An insulin price cap helps the hundreds of thousands of state residents who use insulin on a daily basis and their families.
Is this high cost for the state government?
This has no cost impact on the state, and instead is likely to reduce healthcare costs overall by ensuring people with diabetes receive the care they need to prevent significant health threats and death.
Are there alternative solutions for reducing the cost of insulin?
A standard solution for driving down the price of drugs in the United States -- competition via generics once a medication comes off patent -- has not proven workable for the insulin market. The pharmaceutical companies that dominate the market have continually made minor changes to their products to update their patents, imposing an ongoing barrier to lower-priced alternatives. Since drug prices in the U.S. are not regulated by the federal government, states must step up to protect consumers.

Model Policy

This act shall be known as the Insulin Cost Reduction Act.

To reduce the cost of insulin for diabetics who are insured through commercial insurers by limiting their monthly cost sharing payments to reasonable amount.

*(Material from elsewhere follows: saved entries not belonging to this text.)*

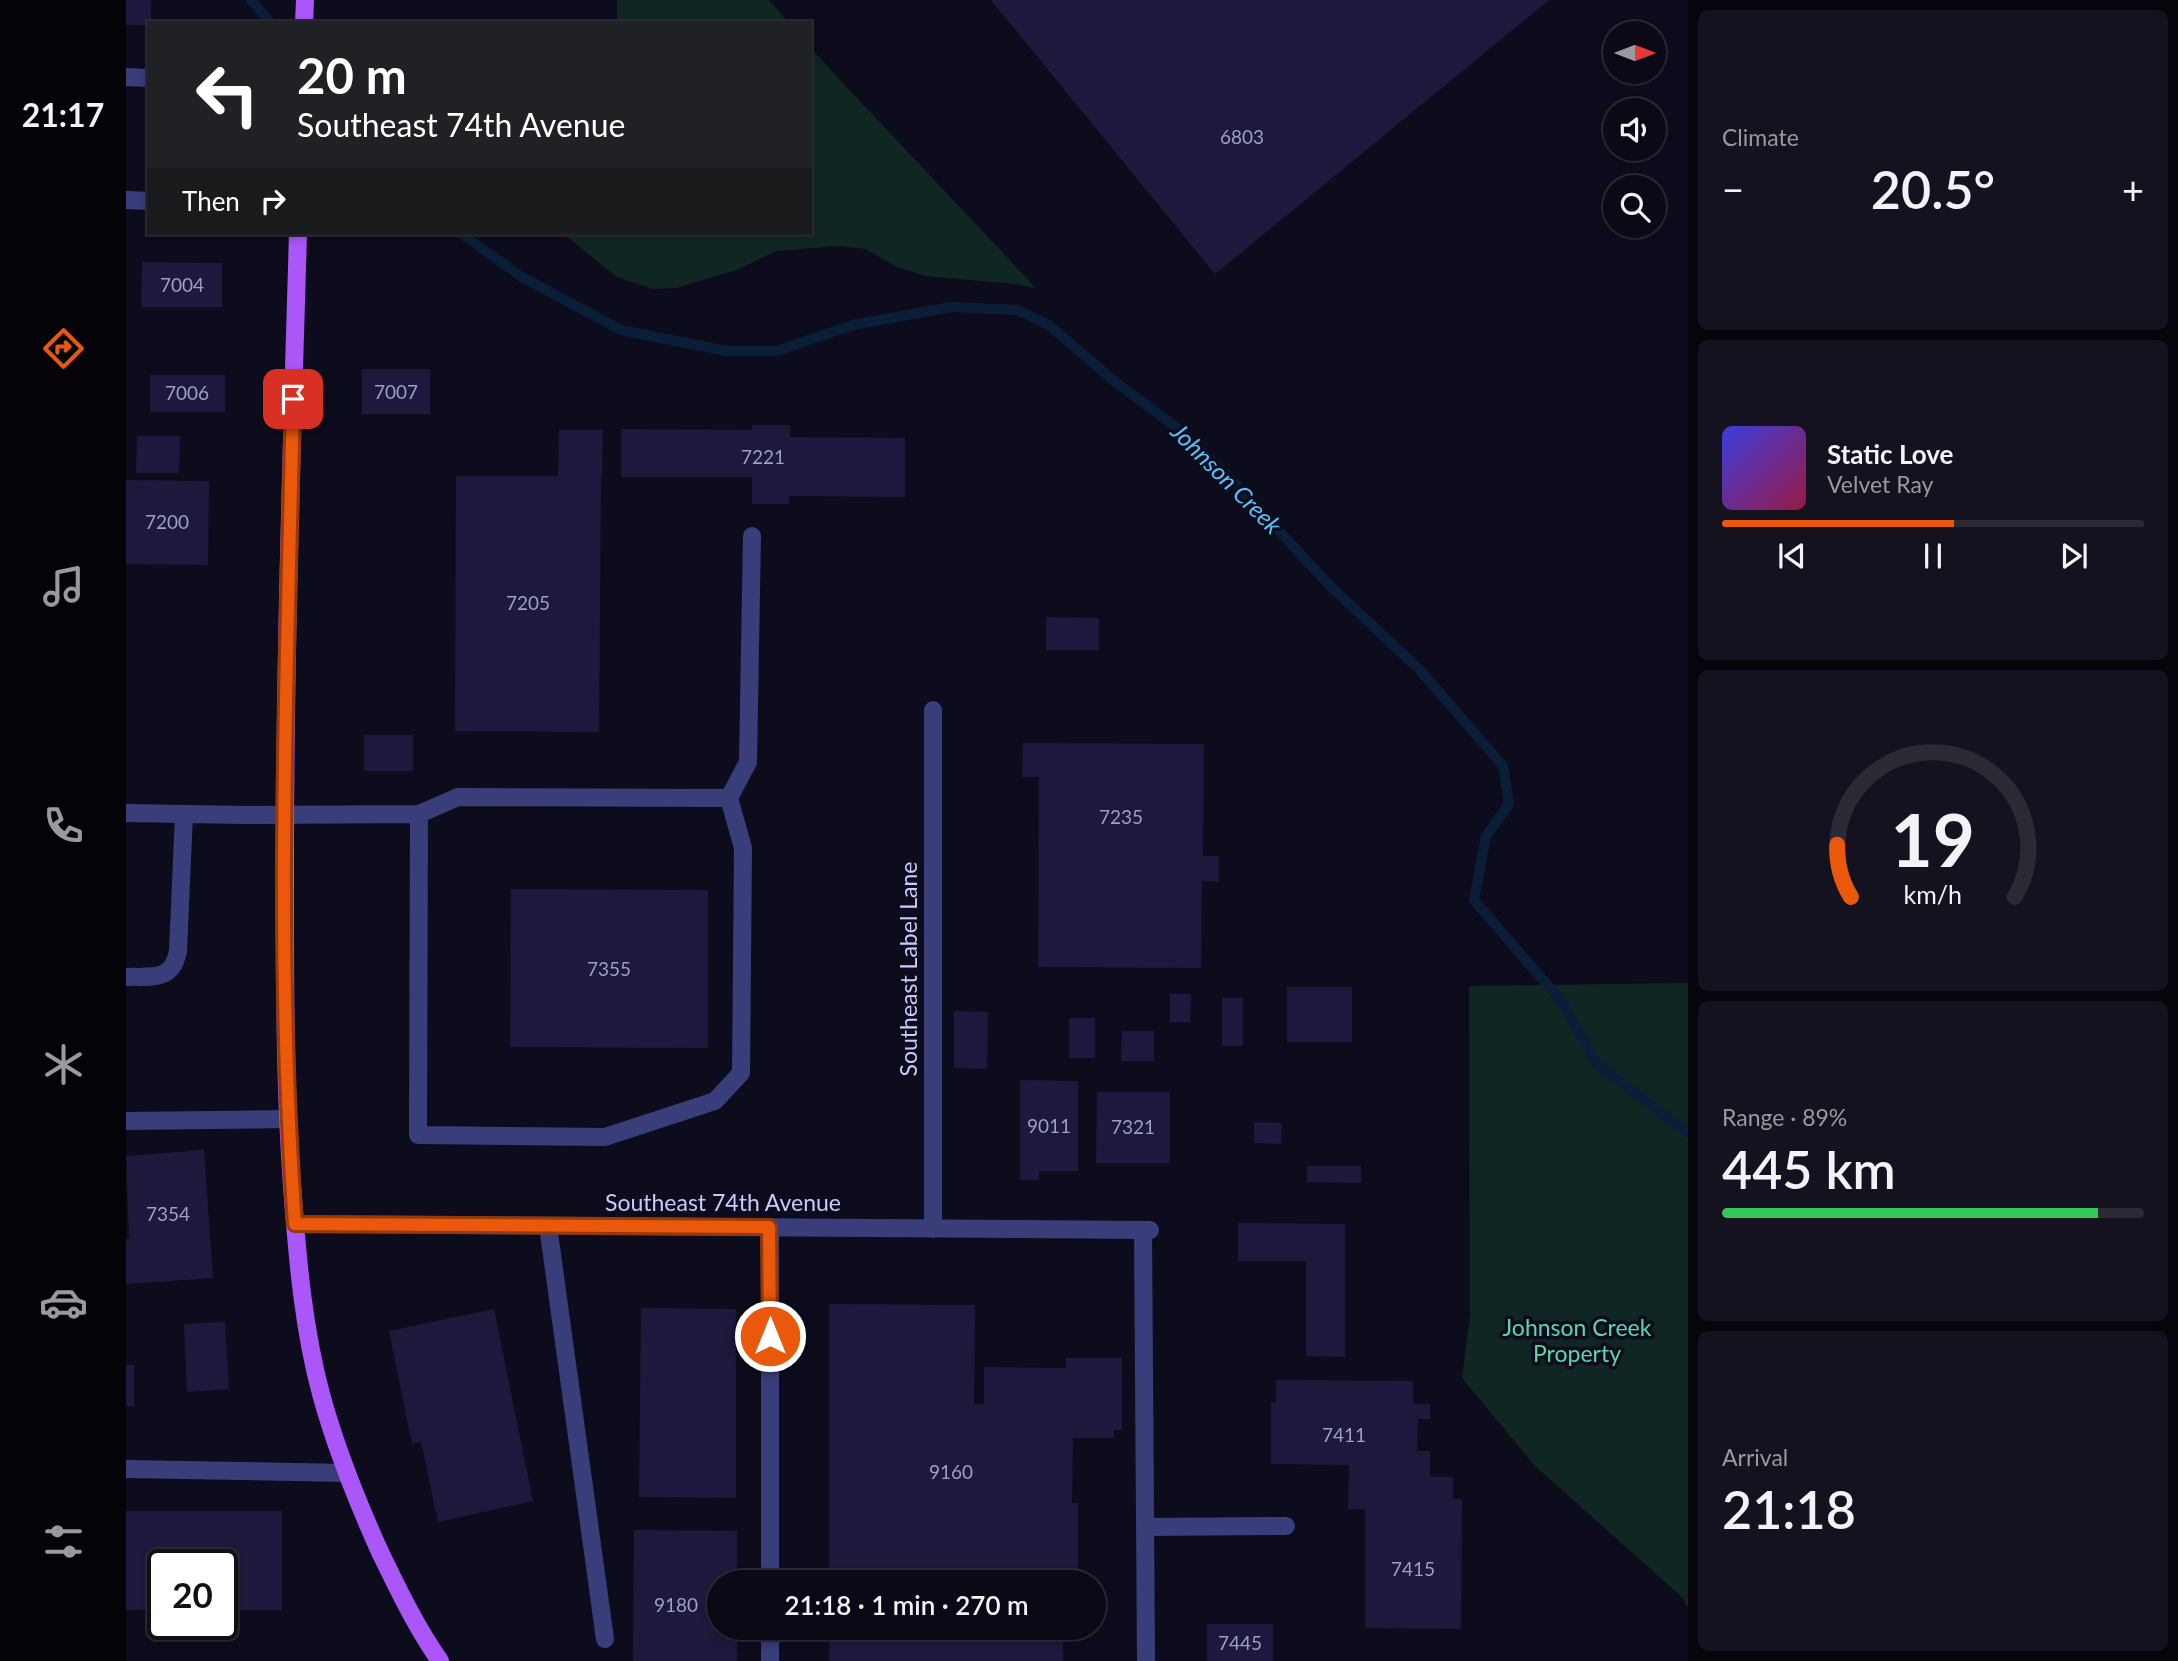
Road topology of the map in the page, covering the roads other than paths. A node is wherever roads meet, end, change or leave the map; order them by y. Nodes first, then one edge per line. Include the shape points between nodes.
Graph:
1 (305, 0) edge
2 (304, 21) edge
3 (126, 77) edge
4 (147, 78) edge
5 (126, 200) edge
6 (147, 201) edge
7 (298, 235) edge
8 (752, 536) dead end
9 (933, 710) dead end
10 (729, 798) junction
11 (126, 813) edge
12 (184, 814) junction
13 (285, 814) junction
14 (419, 814) junction
15 (126, 977) edge
16 (288, 1119) junction
17 (126, 1121) edge
18 (295, 1224) junction
19 (548, 1226) junction
20 (769, 1227) junction
21 (933, 1229) junction
22 (126, 1469) edge
23 (347, 1473) junction
24 (1286, 1526) dead end
25 (1145, 1527) junction
26 (770, 1570) edge
27 (605, 1639) dead end
28 (770, 1640) edge
29 (440, 1661) edge
30 (770, 1661) edge
31 (1146, 1661) edge

1 - 2 main road
3 - 4 street
5 - 6 street
7 - 13 main road
8 - 10 street via 748,762
9 - 21 street, Southeast Label Lane
10 - 14 street via 458,797
10 - 14 street via 743,848 741,1073 715,1101 605,1137 418,1135
11 - 12 street
12 - 13 street
12 - 15 street via 175,966 164,975
13 - 14 street
13 - 16 main road
16 - 17 street
16 - 18 main road
18 - 19 street, Southeast 74th Avenue
18 - 23 main road via 308,1335 321,1394
19 - 20 street, Southeast 74th Avenue
19 - 27 street
20 - 21 street, Southeast 74th Avenue
20 - 26 street
21 - 25 street, Southeast 74th Avenue via 1146,1230
22 - 23 street
23 - 29 main road via 386,1564
24 - 25 street
25 - 31 street
28 - 30 street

(a) Every health plan offered by a carrier shall set the cost-sharing payment that a covered person is required to pay for a covered prescription insulin drug at an amount that does not exceed $30 per 30-day supply of the prescription insulin drug, regardless of the amount or type of insulin needed to fill the covered person's prescription.
(b) Nothing in this section shall prevent a carrier from setting a covered person's cost-sharing payment for a covered prescription insulin drug at an amount that is less than the maximum amount permitted pursuant to subsection (a).
(c) No provider contract between a carrier or its pharmacy benefits manager and a pharmacy or its contracting agent shall contain a provision
  • (i) authorizing the carrier's pharmacy benefits manager or the pharmacy to charge,
  • (ii) requiring the pharmacy to collect, or
  • (iii) requiring a covered person to make a cost-sharing payment for a covered prescription insulin drug in an amount that exceeds the amount of the cost-sharing payment for the covered prescription insulin drug established by the carrier pursuant to subsection (b).